_ABOUT THIS TASK_
Repeat the data verbatim, images excluded.

_DATA SUPPLIED_
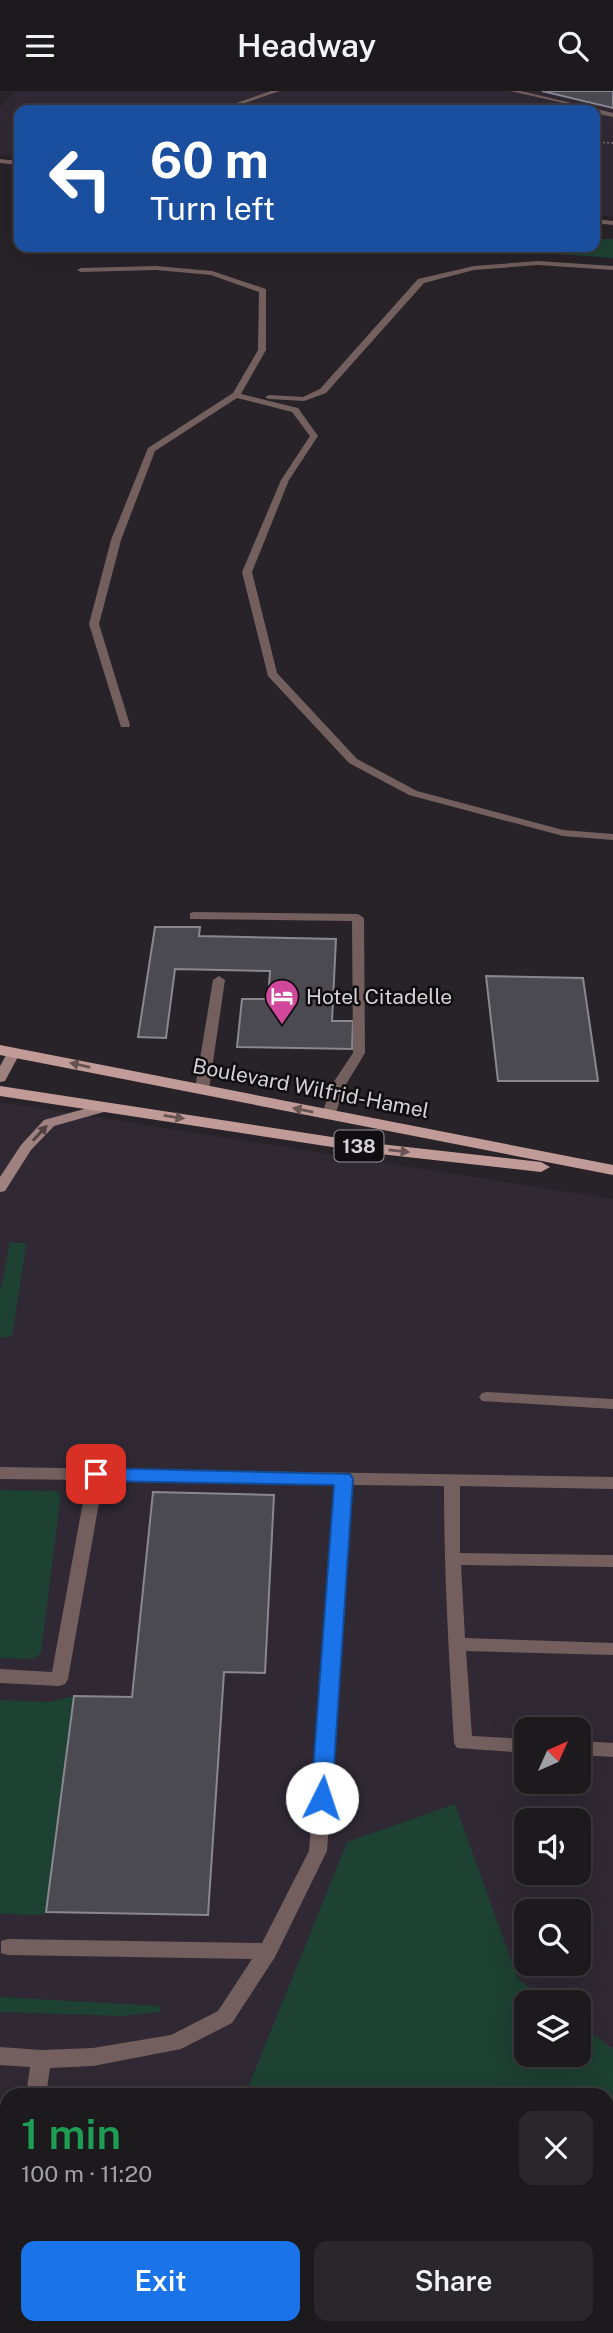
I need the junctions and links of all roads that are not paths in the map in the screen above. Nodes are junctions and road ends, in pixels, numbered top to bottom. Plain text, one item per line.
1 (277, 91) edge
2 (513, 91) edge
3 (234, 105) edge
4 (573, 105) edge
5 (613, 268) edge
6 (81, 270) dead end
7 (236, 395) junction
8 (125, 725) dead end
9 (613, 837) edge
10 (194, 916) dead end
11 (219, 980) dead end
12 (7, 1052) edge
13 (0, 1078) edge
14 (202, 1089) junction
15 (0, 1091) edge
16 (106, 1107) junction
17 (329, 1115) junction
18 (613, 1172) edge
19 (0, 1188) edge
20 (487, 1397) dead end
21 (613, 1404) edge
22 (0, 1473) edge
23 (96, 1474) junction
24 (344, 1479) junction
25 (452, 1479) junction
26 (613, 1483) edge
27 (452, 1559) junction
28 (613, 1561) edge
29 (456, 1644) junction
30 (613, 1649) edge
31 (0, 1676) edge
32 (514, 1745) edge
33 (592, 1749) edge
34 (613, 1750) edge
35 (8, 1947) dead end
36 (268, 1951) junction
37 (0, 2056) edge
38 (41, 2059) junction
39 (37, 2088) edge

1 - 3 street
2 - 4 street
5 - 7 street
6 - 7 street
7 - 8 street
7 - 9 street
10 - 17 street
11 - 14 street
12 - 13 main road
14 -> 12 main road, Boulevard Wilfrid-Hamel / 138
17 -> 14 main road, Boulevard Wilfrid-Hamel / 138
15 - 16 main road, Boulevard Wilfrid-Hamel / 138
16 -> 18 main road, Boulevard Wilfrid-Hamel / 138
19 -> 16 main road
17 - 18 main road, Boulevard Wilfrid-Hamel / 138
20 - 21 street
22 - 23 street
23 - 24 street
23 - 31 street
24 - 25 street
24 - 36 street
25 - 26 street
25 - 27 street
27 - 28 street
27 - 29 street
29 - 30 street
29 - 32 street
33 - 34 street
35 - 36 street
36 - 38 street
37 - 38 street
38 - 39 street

_ANSWER BELOW_
I need the junctions and links of all roads that are not paths in the map in the screen above. Nodes are junctions and road ends, in pixels, numbered top to bottom. Plain text, one item per line.
1 (277, 91) edge
2 (513, 91) edge
3 (234, 105) edge
4 (573, 105) edge
5 (613, 268) edge
6 (81, 270) dead end
7 (236, 395) junction
8 (125, 725) dead end
9 (613, 837) edge
10 (194, 916) dead end
11 (219, 980) dead end
12 (7, 1052) edge
13 (0, 1078) edge
14 (202, 1089) junction
15 (0, 1091) edge
16 (106, 1107) junction
17 (329, 1115) junction
18 (613, 1172) edge
19 (0, 1188) edge
20 (487, 1397) dead end
21 (613, 1404) edge
22 (0, 1473) edge
23 (96, 1474) junction
24 (344, 1479) junction
25 (452, 1479) junction
26 (613, 1483) edge
27 (452, 1559) junction
28 (613, 1561) edge
29 (456, 1644) junction
30 (613, 1649) edge
31 (0, 1676) edge
32 (514, 1745) edge
33 (592, 1749) edge
34 (613, 1750) edge
35 (8, 1947) dead end
36 (268, 1951) junction
37 (0, 2056) edge
38 (41, 2059) junction
39 (37, 2088) edge

1 - 3 street
2 - 4 street
5 - 7 street
6 - 7 street
7 - 8 street
7 - 9 street
10 - 17 street
11 - 14 street
12 - 13 main road
14 -> 12 main road, Boulevard Wilfrid-Hamel / 138
17 -> 14 main road, Boulevard Wilfrid-Hamel / 138
15 - 16 main road, Boulevard Wilfrid-Hamel / 138
16 -> 18 main road, Boulevard Wilfrid-Hamel / 138
19 -> 16 main road
17 - 18 main road, Boulevard Wilfrid-Hamel / 138
20 - 21 street
22 - 23 street
23 - 24 street
23 - 31 street
24 - 25 street
24 - 36 street
25 - 26 street
25 - 27 street
27 - 28 street
27 - 29 street
29 - 30 street
29 - 32 street
33 - 34 street
35 - 36 street
36 - 38 street
37 - 38 street
38 - 39 street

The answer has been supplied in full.